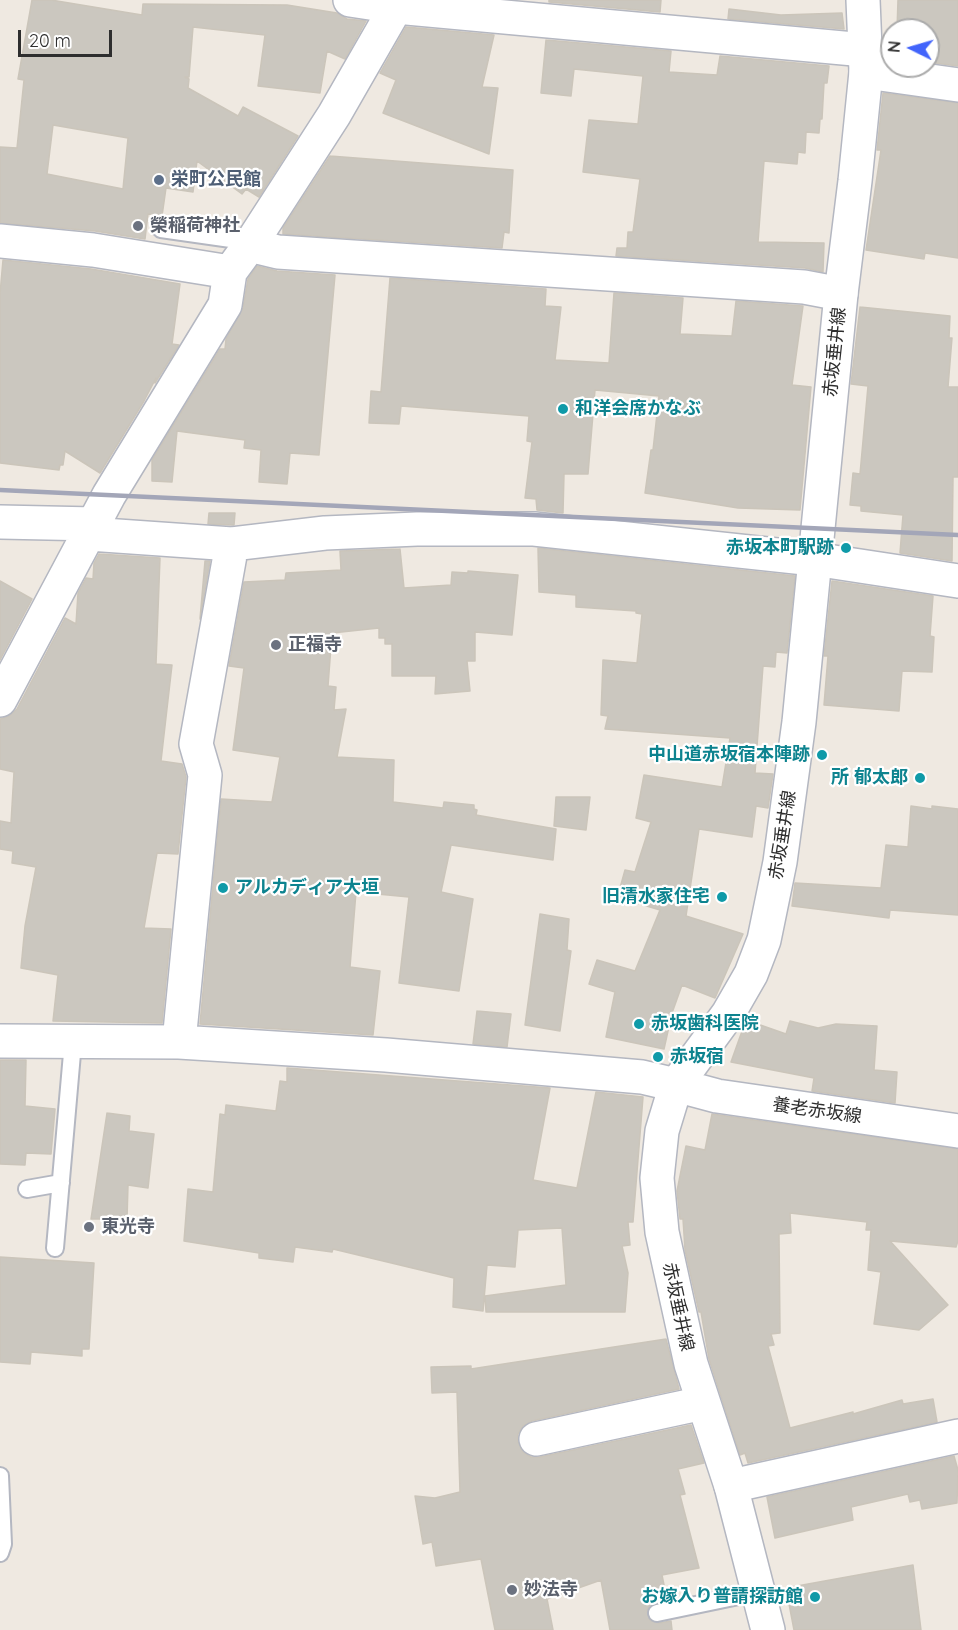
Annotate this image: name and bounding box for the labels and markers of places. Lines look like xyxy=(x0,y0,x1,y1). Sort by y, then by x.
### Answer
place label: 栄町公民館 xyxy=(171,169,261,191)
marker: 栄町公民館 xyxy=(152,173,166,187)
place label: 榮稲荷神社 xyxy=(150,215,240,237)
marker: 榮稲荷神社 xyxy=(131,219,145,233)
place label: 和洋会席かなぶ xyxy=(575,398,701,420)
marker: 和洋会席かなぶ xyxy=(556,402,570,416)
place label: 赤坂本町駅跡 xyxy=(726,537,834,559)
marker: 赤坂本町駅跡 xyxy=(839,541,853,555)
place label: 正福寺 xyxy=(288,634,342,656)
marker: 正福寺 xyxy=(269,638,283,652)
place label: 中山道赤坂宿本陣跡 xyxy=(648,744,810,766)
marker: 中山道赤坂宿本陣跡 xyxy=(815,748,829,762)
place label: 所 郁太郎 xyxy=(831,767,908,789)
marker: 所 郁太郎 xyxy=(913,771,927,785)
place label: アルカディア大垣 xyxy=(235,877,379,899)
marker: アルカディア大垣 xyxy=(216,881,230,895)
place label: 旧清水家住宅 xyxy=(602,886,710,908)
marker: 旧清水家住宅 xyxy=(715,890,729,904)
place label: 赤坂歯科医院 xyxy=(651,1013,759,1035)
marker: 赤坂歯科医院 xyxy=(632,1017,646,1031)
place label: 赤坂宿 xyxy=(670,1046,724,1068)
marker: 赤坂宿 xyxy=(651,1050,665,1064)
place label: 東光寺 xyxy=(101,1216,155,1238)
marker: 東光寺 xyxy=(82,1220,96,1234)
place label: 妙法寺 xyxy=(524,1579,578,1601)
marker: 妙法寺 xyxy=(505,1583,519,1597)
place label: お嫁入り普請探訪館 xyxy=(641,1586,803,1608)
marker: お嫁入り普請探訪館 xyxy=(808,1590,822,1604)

____________________

__WHAT IS BEING ASKED__.
Work through the listing above, counting every line that has the string "赤坂歯科医院" in it. Give only the final count.

__ANSWER TO THIS PROBLEM__.
2